PROVIDED ENTRIES Block Start
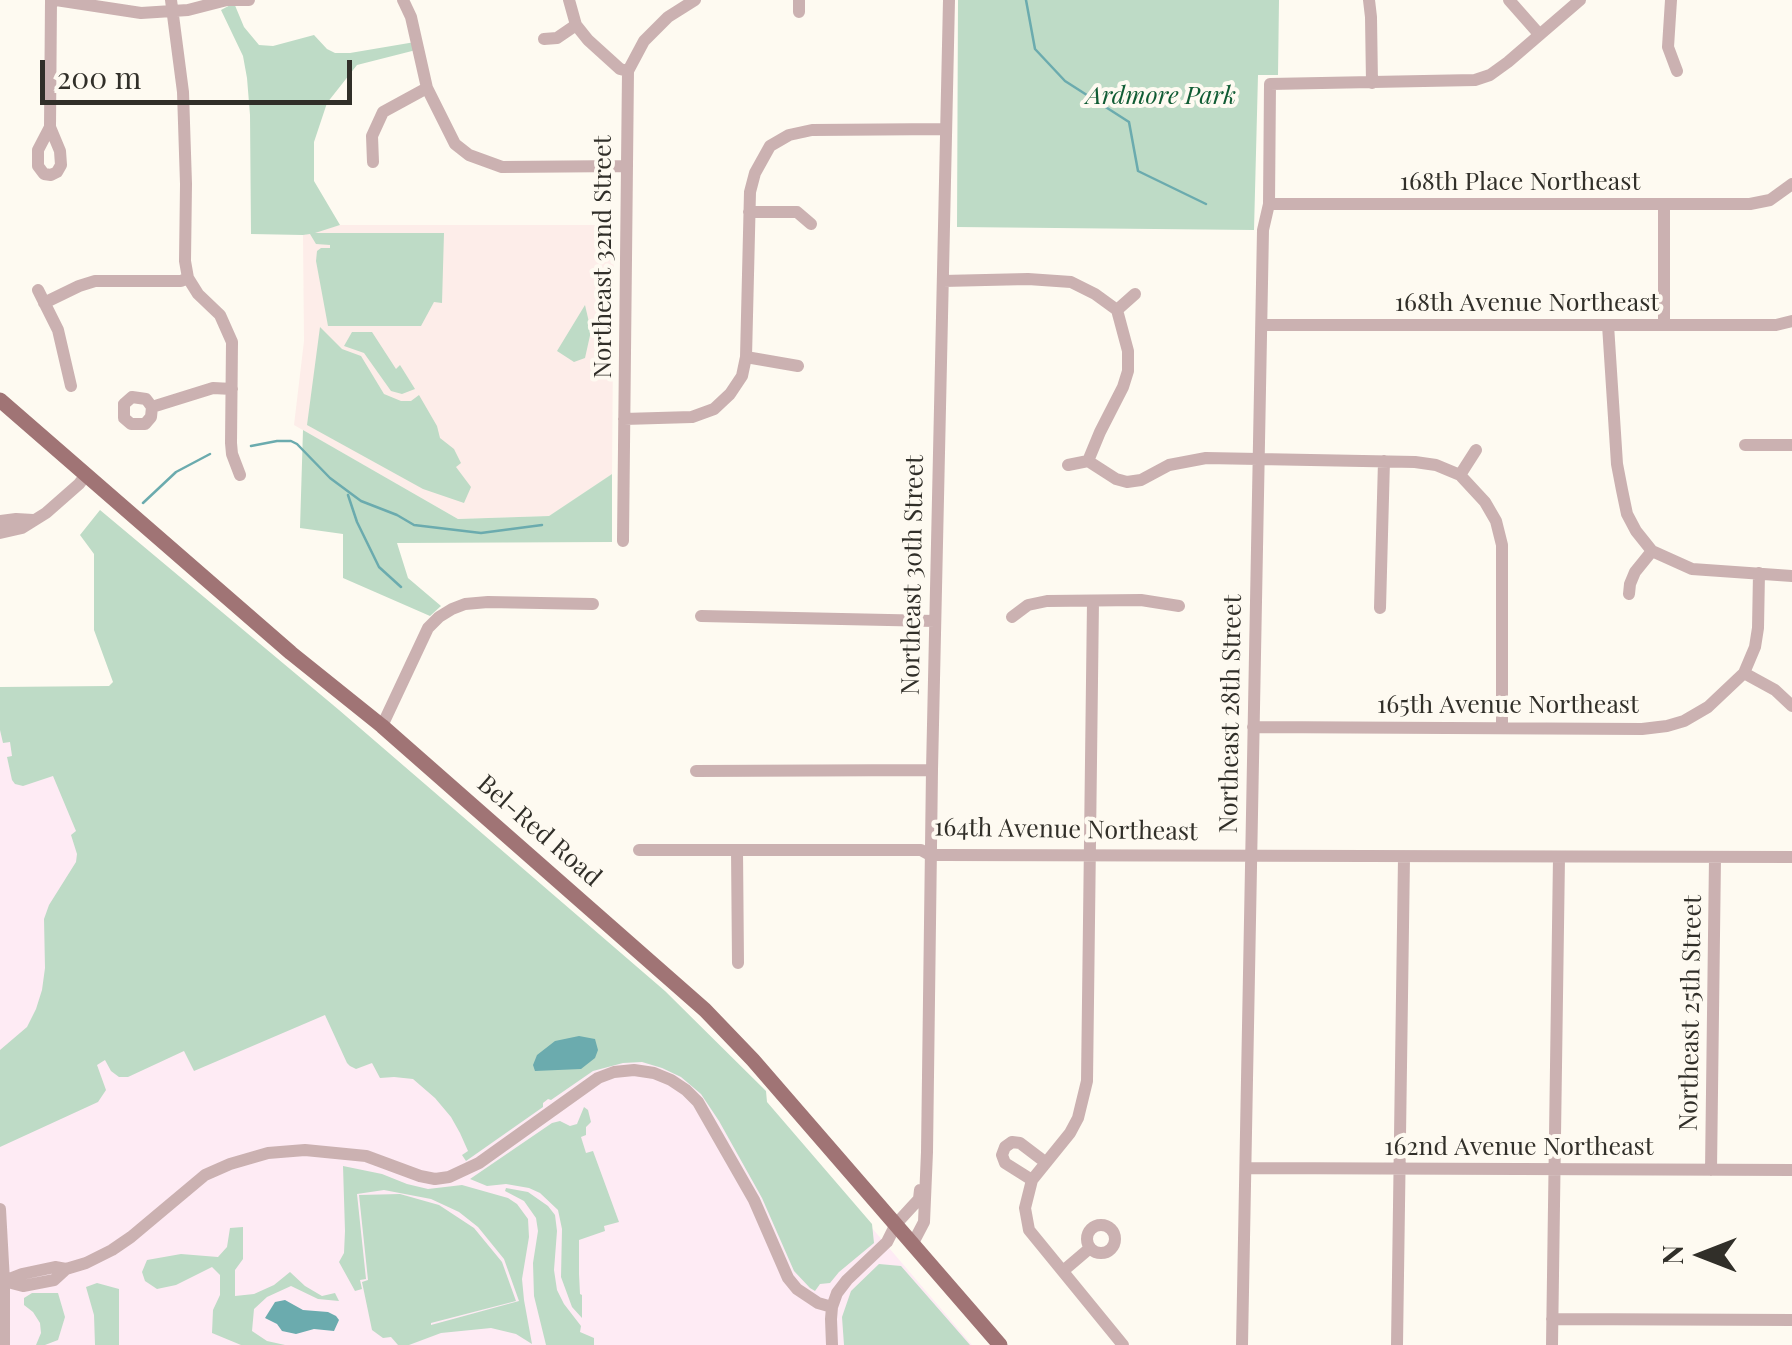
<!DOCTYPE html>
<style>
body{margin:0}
#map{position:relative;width:1792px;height:1345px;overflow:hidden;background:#fefaf1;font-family:"Playfair Display",serif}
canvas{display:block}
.north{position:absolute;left:1652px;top:1205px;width:100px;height:100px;-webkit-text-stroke:8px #fefaf1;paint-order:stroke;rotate:270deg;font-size:28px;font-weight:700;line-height:40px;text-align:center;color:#312f29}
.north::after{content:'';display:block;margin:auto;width:35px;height:45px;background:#312f29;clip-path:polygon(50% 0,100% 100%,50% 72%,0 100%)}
.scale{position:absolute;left:40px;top:60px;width:312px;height:45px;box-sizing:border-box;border:5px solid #312f29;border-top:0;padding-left:12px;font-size:30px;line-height:35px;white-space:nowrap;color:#312f29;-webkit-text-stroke:8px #fefaf1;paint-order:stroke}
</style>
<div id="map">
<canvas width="1792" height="1345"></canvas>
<div class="north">N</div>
<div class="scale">200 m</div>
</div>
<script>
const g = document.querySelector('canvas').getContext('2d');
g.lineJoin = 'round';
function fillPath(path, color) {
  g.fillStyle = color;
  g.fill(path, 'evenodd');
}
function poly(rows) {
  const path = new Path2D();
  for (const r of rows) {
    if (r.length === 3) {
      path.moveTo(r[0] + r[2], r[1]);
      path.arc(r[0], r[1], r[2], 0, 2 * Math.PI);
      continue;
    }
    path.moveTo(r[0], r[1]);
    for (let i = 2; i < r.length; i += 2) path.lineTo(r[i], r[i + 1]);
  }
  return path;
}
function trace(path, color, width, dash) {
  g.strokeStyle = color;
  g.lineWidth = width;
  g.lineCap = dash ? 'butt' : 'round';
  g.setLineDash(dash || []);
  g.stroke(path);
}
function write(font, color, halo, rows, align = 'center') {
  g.font = font + ' "Playfair Display",serif';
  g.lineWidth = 8;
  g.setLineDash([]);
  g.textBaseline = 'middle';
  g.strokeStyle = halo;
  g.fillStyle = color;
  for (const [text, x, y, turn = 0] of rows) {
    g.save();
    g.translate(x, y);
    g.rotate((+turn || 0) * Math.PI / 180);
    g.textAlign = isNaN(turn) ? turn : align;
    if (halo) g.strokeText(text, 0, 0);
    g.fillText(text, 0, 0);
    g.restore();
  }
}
const commercial = poly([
 [0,695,701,1028,972,1345,0,1345]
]);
const education = poly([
 [340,225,614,225,612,474,549,516,458,519,294,425,304,341,303,235]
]);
const green = poly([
 [958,0,1279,0,1278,75,1258,75,1254,230,957,227],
 [234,3,244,27,259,45,273,46,314,35,327,49,335,53,350,53,415,42,416,50,357,65,327,103,314,142,314,181,340,225,315,233,444,233,442,303,434,302,421,326,328,326,316,261,317,251,321,248,330,248,330,245,316,244,310,234,303,235,251,234,250,115,247,78,243,56,221,10],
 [585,305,591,331,585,358,574,362,557,351],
 [320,327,342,349,361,356,384,394,401,401,411,401,419,395,437,426,440,438,454,449,461,463,456,467,471,487,464,503,423,489,307,425],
 [352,332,372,332,396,369,400,365,415,389,402,394,391,391,364,353,344,346],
 [303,430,458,519,549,516,612,474,612,542,397,543,408,578,441,606,430,616,343,578,343,534,300,528],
 [100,510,339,710,665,991,766,1091,767,1102,872,1224,874,1243,839,1272,830,1283,820,1284,815,1291,810,1288,794,1271,762,1198,719,1121,701,1094,681,1077,662,1068,642,1062,623,1063,593,1071,551,1100,548,1099,543,1103,543,1107,466,1161,462,1155,468,1151,460,1133,451,1117,435,1098,413,1079,394,1077,380,1078,372,1063,356,1069,350,1066,347,1063,325,1015,194,1071,184,1051,128,1077,119,1077,111,1071,105,1060,97,1065,106,1090,98,1102,0,1147,0,1050,27,1027,36,1009,42,990,45,968,44,919,49,905,76,862,77,854,71,835,76,831,53,776,23,786,15,784,12,780,7,757,12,756,10,742,3,743,0,730,0,687,109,686,113,682,94,630,94,554,80,535],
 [584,1107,588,1110,591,1122,586,1127,586,1135,581,1137,586,1153,593,1151,619,1222,604,1226,605,1231,579,1240,579,1274,580,1294,582,1295,582,1318,572,1307,561,1277,562,1229,558,1210,540,1193,529,1188,506,1184,487,1186,470,1179,552,1123,560,1121,570,1126,577,1124],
 [343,1166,382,1174,407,1184,428,1189,462,1185,508,1198,517,1204,528,1219,529,1237,522,1279,524,1300,532,1344,516,1334,491,1328,441,1333,409,1345,398,1345,391,1337,383,1338,372,1330,362,1282,368,1280,359,1195,400,1194,439,1205,474,1228,502,1262,516,1301,431,1323,431,1325,519,1301,504,1259,478,1227,459,1212,431,1199,384,1190,357,1194,366,1279,360,1280,362,1289,355,1291,339,1262,344,1253,345,1231],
 [506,1188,528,1192,548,1206,555,1215,557,1231,554,1270,557,1290,564,1304,581,1326,580,1332,594,1338,594,1345,546,1345,534,1296,533,1263,538,1231,536,1218,524,1201,505,1191],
 [243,1227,243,1259,235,1270,235,1296,254,1294,274,1285,290,1272,305,1286,322,1296,335,1293,339,1301,318,1299,291,1286,267,1297,254,1309,252,1331,267,1341,285,1345,241,1345,212,1333,213,1310,220,1295,220,1275,212,1267,176,1285,157,1289,145,1281,142,1272,147,1260,181,1254,218,1257,227,1247,230,1228],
 [879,1264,901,1266,970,1345,844,1345,842,1317,851,1291],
 [97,1283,119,1289,119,1345,95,1345,94,1315,86,1287],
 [32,1293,58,1293,65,1317,58,1340,45,1345,36,1345,41,1333,40,1323,33,1312,24,1305,24,1298]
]);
const water = poly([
 [579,1036,595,1039,598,1050,595,1058,581,1069,535,1071,533,1065,537,1055,555,1041],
 [285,1300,303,1310,328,1312,336,1316,339,1320,334,1331,314,1329,296,1334,282,1331,277,1324,265,1318,275,1302]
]);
const stream = poly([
 [1026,0,1035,49,1065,81,1129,122,1138,171,1206,204],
 [251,446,277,441,291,441,297,444,330,478,361,501,397,515,414,525,481,533,542,525],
 [348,495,357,522,379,567,401,587],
 [143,503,176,472,210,454]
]);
const minor = poly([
 [56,0,141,13,188,10,227,0,249,0],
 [171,0,183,92,186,184,185,261,188,278,198,294,220,315,232,342,231,443,232,454,240,475],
 [403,0,411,17,427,88,455,144,469,155,502,167,626,166],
 [569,0,576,25,588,40,620,69,628,71,623,541],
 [1369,0,1371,17,1372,83],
 [1509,0,1539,34],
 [1671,0,1668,47,1677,71],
 [799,12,799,0],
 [544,39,557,38,576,25],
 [628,71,644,41,668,17,695,0],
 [50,127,38,150,38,166,44,174,51,175,57,172,61,165,60,151,50,127,51,0],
 [373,162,372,136,383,112,427,88],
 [1269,204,1750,204,1770,200,1792,184],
 [749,212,797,212,811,224],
 [943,281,1028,279,1071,282,1095,294,1117,310],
 [38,290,58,330,71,386],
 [44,303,79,286,95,281,181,281,188,278],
 [1262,325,1776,325,1792,321],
 [1608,325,1617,464,1622,490,1627,514,1636,531,1652,551,1635,572,1630,584,1629,594],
 [1664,325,1664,205],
 [746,357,798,366],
 [152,407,151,417,145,424,131,424,124,418,124,404,132,397,146,399,152,407,213,388,232,389],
 [624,419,692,417,714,409,730,394,742,376,746,357,750,192,755,173,770,146,789,135,812,130,946,129],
 [1745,445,1792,445],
 [1088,461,1100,432,1123,387,1128,371,1128,351,1117,310,1135,294],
 [1068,465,1088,461,1116,479,1127,482,1141,480,1169,465,1206,458,1415,462,1436,465,1460,475,1485,502,1496,521,1502,545,1502,728],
 [1460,475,1476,450],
 [0,521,16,519,33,520],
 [0,533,22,528,46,513,79,484,86,475],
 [1652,551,1692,569,1792,576],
 [1093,601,1087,1081,1078,1118,1070,1133,1032,1180,1025,1208,1029,1230,1123,1345],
 [1380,608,1384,461],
 [701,616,935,621],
 [1012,617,1028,605,1047,601,1141,600,1179,606],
 [1744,673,1775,690,1792,706],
 [382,726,428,628,439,617,452,609,465,604,488,602,593,604],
 [1253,727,1642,729,1667,726,1684,721,1708,707,1744,673,1755,647,1758,628,1759,573],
 [696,771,932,770],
 [639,850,921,850,930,855,942,855,1792,857],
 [737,850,738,963],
 [1246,1168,1792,1170],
 [1711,1170,1715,857],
 [1032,1180,1005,1163,1002,1155,1005,1147,1012,1142,1020,1143,1045,1162],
 [0,1209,4,1281,4,1345],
 [1101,1239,14],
 [913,1243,924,1222,927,1152,932,770,949,0],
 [1063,1271,1090,1248],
 [4,1281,22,1274,55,1267,66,1269,86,1263,112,1250,131,1237,205,1175,230,1164,268,1153,305,1150,366,1156,420,1176,435,1179,449,1177,479,1163,598,1078,614,1072,634,1070,654,1073,671,1080,686,1090,698,1102,754,1200,788,1278,797,1289,818,1303,832,1307],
 [4,1281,23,1286,54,1280,66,1269],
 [1552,1319,1792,1320],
 [832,1345,831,1319,832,1307,837,1293,847,1280,887,1242,896,1224,919,1199,920,1190],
 [1242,1345,1263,230,1269,204,1270,84,1475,80,1490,75,1508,62,1580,0],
 [1397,1345,1404,857],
 [1552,1345,1559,857]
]);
const major = poly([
 [0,400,291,653,382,726,705,1010,753,1060,1000,1345]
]);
const parkNames = [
 ["Ardmore Park",1161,96]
];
const streetNames = [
 ["168th Place Northeast",1520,182],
 ["Northeast 32nd Street",603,257,-90],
 ["168th Avenue Northeast",1527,303],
 ["Northeast 30th Street",913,575,-89],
 ["165th Avenue Northeast",1508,705],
 ["Northeast 28th Street",1231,714,-89],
 ["164th Avenue Northeast",1066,830,1],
 ["Bel-Red Road",539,831,41],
 ["Northeast 25th Street",1691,1013,-89],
 ["162nd Avenue Northeast",1519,1147]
];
fillPath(commercial, '#feebf4');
fillPath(education, '#fdede9');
fillPath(green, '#bedbc6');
fillPath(water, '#6babae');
trace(stream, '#6babae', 2.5);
trace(minor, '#cbb1b1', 12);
trace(major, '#a07475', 15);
write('italic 25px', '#105c34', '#fefaf1', parkNames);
write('25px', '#312f29', '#fefaf1', streetNames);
</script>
PROVIDED ENTRIES Block End
◆ **WORK TO BE COMPLETED**
Locate the word "canvas" in the records above, and return each line that has it.

◆ **RESULT FOR THIS EXERCISE**
canvas{display:block}
<canvas width="1792" height="1345"></canvas>
const g = document.querySelector('canvas').getContext('2d');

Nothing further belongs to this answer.